# Create a SQL table from a dataframe

A dataframe can be used to create a temporary table. A temporary table is one that will not exist after the session ends. Spark documentation also refers to this type of table as a SQL temporary view. In the documentation this is referred to as to register the dataframe as a SQL temporary view. This command is called on the dataframe itself, and creates a table if it does not already exist, replacing it with the current data from the dataframe if it does already exist.

In [1]:
from pyspark.sql import SparkSession

# Create a SparkSession
spark = SparkSession.builder \
    .appName("example") \
    .getOrCreate()

In [6]:
# Load trainsched.txt
df = spark.read.csv("dataset/trainsched.txt", header=True)

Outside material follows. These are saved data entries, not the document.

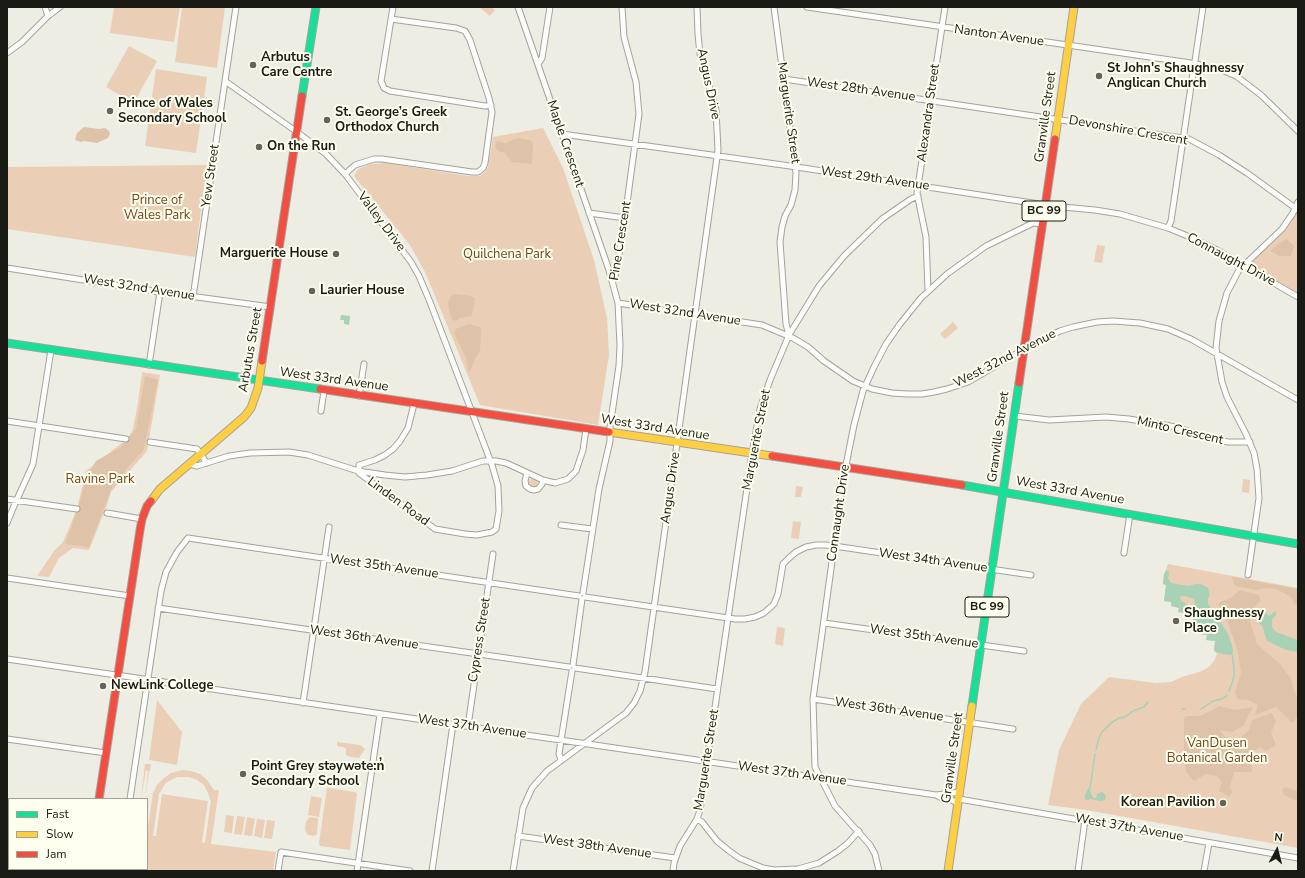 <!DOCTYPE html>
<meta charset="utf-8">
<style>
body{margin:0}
#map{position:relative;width:1305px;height:878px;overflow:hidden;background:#edede4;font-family:"Nunito Sans",sans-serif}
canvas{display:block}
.frame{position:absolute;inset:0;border:8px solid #1b1b15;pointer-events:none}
.legend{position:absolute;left:8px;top:798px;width:140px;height:72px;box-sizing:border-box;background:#feffee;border:1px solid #a3a497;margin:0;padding:5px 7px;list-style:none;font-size:12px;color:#1b1b15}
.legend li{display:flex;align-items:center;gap:8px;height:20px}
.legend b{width:20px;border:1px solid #a3a497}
.north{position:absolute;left:1257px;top:830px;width:40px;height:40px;-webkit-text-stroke:3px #feffee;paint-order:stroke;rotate:7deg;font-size:11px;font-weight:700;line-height:16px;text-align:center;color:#1b1b15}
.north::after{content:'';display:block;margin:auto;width:14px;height:18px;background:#1b1b15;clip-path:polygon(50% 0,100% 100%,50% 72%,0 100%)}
</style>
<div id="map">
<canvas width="1305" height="878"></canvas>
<div class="frame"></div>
<ul class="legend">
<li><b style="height:5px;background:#16e098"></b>Fast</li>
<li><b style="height:5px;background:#ffcf43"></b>Slow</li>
<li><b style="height:5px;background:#f24e42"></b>Jam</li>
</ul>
<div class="north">N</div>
</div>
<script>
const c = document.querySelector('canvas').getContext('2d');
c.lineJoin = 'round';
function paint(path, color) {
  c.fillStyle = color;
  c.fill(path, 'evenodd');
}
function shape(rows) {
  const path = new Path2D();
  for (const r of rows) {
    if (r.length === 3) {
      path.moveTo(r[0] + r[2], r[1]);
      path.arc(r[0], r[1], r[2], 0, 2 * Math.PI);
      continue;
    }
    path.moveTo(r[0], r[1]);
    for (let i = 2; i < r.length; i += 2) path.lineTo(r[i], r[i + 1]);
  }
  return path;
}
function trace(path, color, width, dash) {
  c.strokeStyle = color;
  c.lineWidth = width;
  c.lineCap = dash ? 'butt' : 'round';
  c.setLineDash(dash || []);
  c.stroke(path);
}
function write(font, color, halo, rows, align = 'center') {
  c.font = font + ' "Nunito Sans",sans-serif';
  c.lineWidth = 4;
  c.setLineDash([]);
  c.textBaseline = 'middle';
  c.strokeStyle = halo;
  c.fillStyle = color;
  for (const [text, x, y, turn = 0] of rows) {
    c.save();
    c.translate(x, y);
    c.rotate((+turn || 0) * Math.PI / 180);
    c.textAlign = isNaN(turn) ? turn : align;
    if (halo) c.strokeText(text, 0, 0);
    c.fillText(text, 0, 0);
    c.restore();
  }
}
const green = shape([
 [114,7,180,7,174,42,110,33],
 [182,7,225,7,217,68,175,62],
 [479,7,491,7,495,10,490,16],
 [129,46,157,61,134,103,106,87],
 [156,69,207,77,196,153,145,146],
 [543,128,563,168,594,260,607,318,609,355,598,425,480,405,425,272,410,245,354,176,358,169,366,166,370,164,387,163,468,176,480,176,485,172,488,167,493,137],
 [207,165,195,257,7,229,7,167],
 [1296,214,1298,214,1298,293,1253,267,1251,263,1252,261,1260,252,1271,244,1284,231],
 [1097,245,1105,246,1102,263,1094,262],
 [953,322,958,328,945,339,940,334],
 [142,372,160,375,147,451,111,492,106,508,89,550,73,548,59,558,49,577,37,576,54,551,63,542,77,509,86,471,127,439,133,429,138,403],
 [533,483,4.5],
 [1243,479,1250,480,1249,493,1242,492],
 [796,486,803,487,801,497,795,497],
 [793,521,801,522,799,539,791,538],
 [1168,564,1298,588,1298,848,1086,810,1048,805,1059,750,1081,704,1109,677,1156,683,1171,682,1182,677,1202,671,1210,666,1215,659,1217,653,1214,650,1215,641,1206,640,1207,635,1199,634,1199,631,1192,630,1193,618,1185,616,1185,613,1178,612,1179,608,1171,606,1171,602,1164,601,1166,585,1163,584,1164,574,1165,573],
 [777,627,785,628,783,646,775,644],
 [157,700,182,732,177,765,149,760],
 [337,742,360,745,365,749,359,758,351,757,346,755,346,748,337,746],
 [145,764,151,764,150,771,149,771,145,799,148,771,146,770,141,799],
 [183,770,191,771,200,774,207,780,214,790,219,790,211,844,276,852,273,871,127,871,127,869,147,869,147,833,153,793,157,785,164,778,171,773],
 [177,777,189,777,197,780,204,785,208,793,211,802,210,807,205,843,202,842,208,801,162,794,156,836,153,836,159,794,165,784,169,781],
 [327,788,355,792,357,794,350,850,320,846,319,843],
 [311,796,322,798,319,817,308,815],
 [226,815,234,816,232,833,224,832],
 [237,816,245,817,242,835,234,834],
 [247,817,255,819,252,836,244,835],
 [310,817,317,818,318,819,317,834,314,836,308,835,305,830,306,821],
 [257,819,265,820,262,838,254,836],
 [267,820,275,821,272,839,264,838]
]);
const forest = shape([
 [84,127,99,129,105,128,109,131,110,134,108,138,97,143,84,141,81,142,75,140,77,133],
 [519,138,532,141,533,144,532,164,512,162,504,152,498,151,495,147,497,141,506,143,514,139],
 [1287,239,1294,246,1291,256,1280,256,1270,251,1281,242],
 [455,294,465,295,473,297,475,299,473,312,471,316,460,318,455,321,451,319,448,304,451,296],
 [469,324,480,327,481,330,480,351,475,359,470,372,468,370,466,358,454,333,456,329],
 [145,376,158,380,144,449,113,485,89,547,65,544,71,528,88,475,96,461,121,447,136,429],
 [1232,577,1298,589,1298,605,1294,604,1292,598,1284,593,1274,589,1267,588,1256,590,1235,586],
 [1240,590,1259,595,1261,601,1253,608,1250,621,1257,644,1281,665,1291,679,1295,693,1298,699,1298,716,1292,723,1276,707,1255,715,1258,705,1248,700,1237,699,1235,692,1241,673,1238,652,1229,626,1218,603,1231,598],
 [1220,706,1234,710,1253,707,1243,726,1232,732,1220,730,1225,737,1237,741,1249,730,1252,720,1272,713,1276,721,1271,733,1276,745,1266,751,1260,747,1253,752,1250,759,1252,766,1252,772,1234,772,1230,787,1232,792,1229,797,1219,791,1222,782,1217,776,1206,774,1194,781,1186,772,1184,757,1184,719,1186,716,1200,716],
 [1285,787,1298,791,1298,801,1292,799,1284,795,1282,790]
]);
const water = shape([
 [341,315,350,316,349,325,344,324,344,320,340,320],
 [1166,570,1169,572,1168,578,1171,583,1188,586,1196,584,1201,584,1208,588,1210,596,1208,598,1208,604,1227,632,1232,645,1233,651,1232,654,1228,655,1215,652,1214,650,1215,641,1206,640,1207,635,1199,634,1199,631,1192,630,1193,618,1185,616,1185,613,1178,612,1179,608,1171,606,1171,602,1164,601,1166,585,1163,584,1164,574,1165,573],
 [1181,596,1185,596,1194,599,1195,604,1192,606,1189,606,1182,601,1180,598],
 [1264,611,1269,616,1274,612,1276,612,1276,615,1272,619,1272,627,1276,632,1298,640,1298,652,1286,650,1267,641,1262,626,1259,623,1260,617],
 [1089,787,1093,798,1096,798,1097,794,1102,792,1105,794,1106,796,1105,800,1101,801,1091,799,1086,800,1085,799,1085,795]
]);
const stream = shape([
 [1229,691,1233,680,1234,674,1234,668,1232,654],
 [1182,709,1185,709],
 [1201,709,1213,701,1222,699,1227,695],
 [1103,731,1111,723,1119,718,1125,717,1133,711,1144,707,1148,702],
 [1096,750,1099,738,1102,732],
 [1090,788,1095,754]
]);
const street = shape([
 [45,7,48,16],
 [393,7,381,81,384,88,390,91,485,106,491,105],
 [518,7,609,270,618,303,620,345,619,366,610,427,610,441,599,489,583,593],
 [807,7,1191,63],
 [7,53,22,42,48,16,60,7],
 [1195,61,1203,7],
 [538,64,542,58,550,7],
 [1196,64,1222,70,1236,76,1248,85,1261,95,1298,131],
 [784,79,1189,139,1219,155,1247,173,1298,210],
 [225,81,297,132,326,154,345,174,411,262,419,276,430,302,492,465,498,486,499,511,496,529,492,532,477,535,465,534,435,529,359,473,359,465,375,460,385,455,393,449,400,441,408,428,414,404],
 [562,134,790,166,1052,206,1095,210,1120,214,1168,228,1190,237,1217,250,1298,297],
 [345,174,355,165,374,159,382,159,472,172,478,172,483,168,485,163,492,112,489,98,470,40,465,31,456,28,391,19],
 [589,213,625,218],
 [1168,228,1171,221,1194,66],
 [7,268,160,292,271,307],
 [613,281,616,273,625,218,639,114,636,82,624,37,622,7],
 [928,291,926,237,917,193,945,7],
 [193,297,236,7],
 [618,303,762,325,793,338,808,347,824,361,853,381,872,389,892,393,908,394,922,394,934,392,947,389,968,382,1033,344,1060,331,1073,327,1097,322,1113,321,1140,323,1168,329,1191,339,1298,400],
 [789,335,819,286,844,256,882,219,911,199,918,196],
 [149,365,160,292],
 [359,396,364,364],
 [321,411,324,391],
 [1015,416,1049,420,1106,417,1129,419,1176,427,1213,439,1228,442,1250,442],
 [7,421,126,439],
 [150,442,197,449,207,463],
 [189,464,197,466,229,456,250,453,289,452,308,455,358,471,385,475,405,477,427,475,452,471,483,461,496,461,506,463,543,480,555,483,568,479,576,471,583,450,586,429],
 [527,473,525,481,526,486,530,489,534,490,538,489,542,484,543,480],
 [7,499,77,509],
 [107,513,142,519],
 [7,523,14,506,33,464,51,350],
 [561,525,592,529],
 [1124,553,1130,514],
 [1248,575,1259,498,1257,469,1254,453,1246,434,1227,397,1222,382,1216,348,1219,321,1227,293,1239,270,1282,229,1293,213,1298,202],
 [7,578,130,596],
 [585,597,735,619,745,619,755,617,764,613,774,604,778,594,783,564,789,558,796,552,806,547,816,545,826,545,841,547,1031,575],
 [158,608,569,667],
 [824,623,1024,651],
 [7,659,936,795,942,798,952,800,958,804],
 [573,665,582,599],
 [575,668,717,689],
 [813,699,1013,729],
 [303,703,329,527],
 [468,726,493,554],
 [7,739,106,753],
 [561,760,559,754,560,747,572,671],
 [936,795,960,792],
 [130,799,161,591,166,572,177,552,188,538,579,596],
 [959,799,1298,858],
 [7,812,9,812],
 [697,819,702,822,717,841,728,850,739,858,763,868,764,870],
 [518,836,675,858],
 [763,868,774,870,798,869,819,863,838,851,847,844,859,831],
 [119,871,119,869],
 [278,871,281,852,410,871],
 [357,871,380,714],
 [432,871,453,724],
 [513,871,523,808,532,788,547,771,626,713,634,703,640,691,645,672,718,150,716,110,700,54,698,34,697,7],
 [673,871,674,863,680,846,697,819,700,810,752,454,760,409,770,380,789,335,786,324,780,242,782,227,785,216,791,205,795,190,796,173,774,7],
 [879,871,875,854,870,845,835,806,815,767,813,699,844,475,854,425,863,391,874,367,886,344,900,324,921,298,947,274,986,246,1033,223,1042,224],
 [1078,871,1085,820],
 [1204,871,1209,843]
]);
const fast = shape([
 [302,96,316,7],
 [7,343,320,389],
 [962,485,1298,544],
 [972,706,1019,383],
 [89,869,89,871]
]);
const slow = shape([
 [1055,139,1074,7],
 [609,432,772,456],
 [151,501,160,489,244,417,251,408,258,388,262,361],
 [948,871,972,706]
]);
const jam = shape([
 [262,361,302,96],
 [1019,383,1055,139],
 [320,389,609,432],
 [772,456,962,485],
 [99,799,140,530,142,519,147,506,151,501]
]);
const markers = [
 [253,65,4,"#64645d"],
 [1099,76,4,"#64645d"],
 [110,111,4,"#64645d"],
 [327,120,4,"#64645d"],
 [259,147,4,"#64645d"],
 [336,254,4,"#64645d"],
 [312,291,4,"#64645d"],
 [1176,621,4,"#64645d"],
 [103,686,4,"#64645d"],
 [243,774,4,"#64645d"],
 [1223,803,4,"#64645d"]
];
const shields = [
 [1044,211,44],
 [987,607,44]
];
const shieldNames = [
 ["BC 99",1044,211],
 ["BC 99",987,607]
];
const streetNames = [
 ["Nanton Avenue",999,36,8],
 ["Angus Drive",708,84,78],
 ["West 28th Avenue",861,90,8],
 ["Marguerite Street",788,113,82],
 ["Alexandra Street",929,113,-82],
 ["Granville Street",1046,117,-82],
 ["Devonshire Crescent",1128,131,10],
 ["Maple Crescent",565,144,71],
 ["Yew Street",211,176,-82],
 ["West 29th Avenue",875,179,8],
 ["Valley Drive",381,222,53],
 ["Pine Crescent",621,241,-81],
 ["Connaught Drive",1231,260,28],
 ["West 32nd Avenue",139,288,9],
 ["West 32nd Avenue",685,313,9],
 ["Arbutus Street",251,350,-80],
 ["West 32nd Avenue",1005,359,-27],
 ["West 33rd Avenue",334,380,8],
 ["West 33rd Avenue",655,428,9],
 ["Minto Crescent",1180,431,13],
 ["Granville Street",999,437,-82],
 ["Marguerite Street",757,440,-79],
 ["Angus Drive",671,488,-82],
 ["West 33rd Avenue",1070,491,10],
 ["Linden Road",398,502,36],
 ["Connaught Drive",839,513,-82],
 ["West 34th Avenue",933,561,8],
 ["West 35th Avenue",384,567,8],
 ["West 35th Avenue",924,637,8],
 ["West 36th Avenue",364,638,8],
 ["Cypress Street",480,640,-81],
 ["West 36th Avenue",889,710,8],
 ["West 37th Avenue",472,727,8],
 ["Granville Street",953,758,-82],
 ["Marguerite Street",707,760,-81],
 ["West 37th Avenue",792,774,8],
 ["West 37th Avenue",1129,828,10],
 ["West 38th Avenue",597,847,8]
];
const poiNames = [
 ["Arbutus",261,58],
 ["Care Centre",261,73],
 ["St John's Shaughnessy",1107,69],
 ["Anglican Church",1107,84],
 ["Prince of Wales",118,104],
 ["Secondary School",118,119],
 ["St. George’s Greek",335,113],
 ["Orthodox Church",335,128],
 ["On the Run",267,147],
 ["Marguerite House",328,254,"right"],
 ["Laurier House",320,291],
 ["Shaughnessy",1184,614],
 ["Place",1184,629],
 ["NewLink College",111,686],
 ["Point Grey stəywəte:n̓",251,767],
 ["Secondary School",251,782],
 ["Korean Pavilion",1215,803,"right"]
];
const parkNames = [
 ["Prince of",157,201],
 ["Wales Park",157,216],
 ["Quilchena Park",507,255],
 ["Ravine Park",100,480],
 ["VanDusen",1217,744],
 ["Botanical Garden",1217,759]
];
paint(green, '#eacfb6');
paint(forest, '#dec3a9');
paint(water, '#a8d1b6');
trace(stream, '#a8d1b6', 1.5);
trace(street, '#a3a39c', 7);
trace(fast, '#a3a39c', 9);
trace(slow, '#a3a39c', 9);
trace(jam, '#a3a39c', 9);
trace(street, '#fcfcfb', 5);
trace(fast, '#16e098', 7);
trace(slow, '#ffcf43', 7);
trace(jam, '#f24e42', 7);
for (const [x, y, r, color] of markers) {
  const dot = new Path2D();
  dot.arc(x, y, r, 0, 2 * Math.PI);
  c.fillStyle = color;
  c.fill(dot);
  trace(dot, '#feffee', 1.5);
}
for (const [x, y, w] of shields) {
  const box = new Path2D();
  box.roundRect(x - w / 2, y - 10, w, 20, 3);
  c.fillStyle = '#feffee';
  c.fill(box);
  trace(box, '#1b1b15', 1);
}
write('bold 12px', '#1b1b15', null, shieldNames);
write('13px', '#1b1b15', '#feffee', streetNames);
write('bold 13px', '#1b1b15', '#feffee', poiNames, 'left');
write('13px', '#76451a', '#feffee', parkNames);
</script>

# Create temporary table called table1
df.createOrReplaceTempView("schedule")

# Determine the column names of a table

This is important to know column names because in practice relational tables are typically provided without additional documentation giving the table schema.

In [7]:
# Inspect the columns in the table schedule
spark.sql("DESCRIBE schedule").show()

+--------+---------+-------+
|col_name|data_type|comment|
+--------+---------+-------+
|train_id|   string|   NULL|
| station|   string|   NULL|
|    time|   string|   NULL|
+--------+---------+-------+



# Running sums using window function SQL

A window function is like an aggregate function, except that it gives an output for every row in the dataset instead of a single row per group.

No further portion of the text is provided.